Henri prit un air de dignité tout à fait royal.

— Seul je suis, dit-il, mais seul aussi je commande. Tu me fais voir une armée, très-bien. Maintenant, montre-moi un chef. Oh ! tu vas me désigner M. de Guise ; ne vois-tu pas que je le tiens à Nancy ? M. de Mayenne ? tu avoues toi-même qu’il est à Soissons ; le duc d’Anjou ? tu sais qu’il est à Bruxelles ; le roi de Navarre ? il est à Pau ; tandis que moi, je suis seul, c’est vrai, mais libre chez moi et voyant venir l’ennemi comme, du milieu d’une plaine, le chasseur voit sortir des bois environnants son gibier, poil ou plume.

Chicot se gratta le nez.
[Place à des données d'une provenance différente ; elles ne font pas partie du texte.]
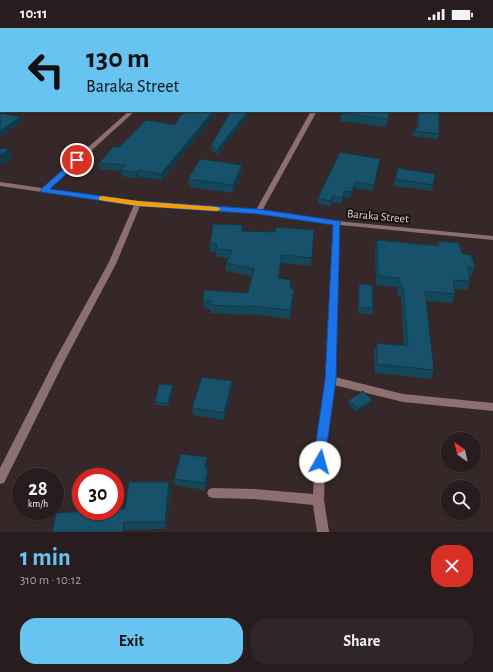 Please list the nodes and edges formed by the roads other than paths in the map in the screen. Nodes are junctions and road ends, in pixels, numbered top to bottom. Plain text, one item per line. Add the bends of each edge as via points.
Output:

Le roi le crut vaincu.

— Qu’as-tu à répondre à cela ? demanda Henri.

— Que tu es toujours éloquent, Henri ! Il te reste la langue : c’est en vérité plus que je ne croyais, et je t’en fais mon bien sincère compliment ; mais je n’attaquerai qu’une chose dans ton discours.

— Laquelle ?

— Oh ! mon Dieu, rien, presque rien, une figure de rhétorique ; j’attaquerai ta comparaison.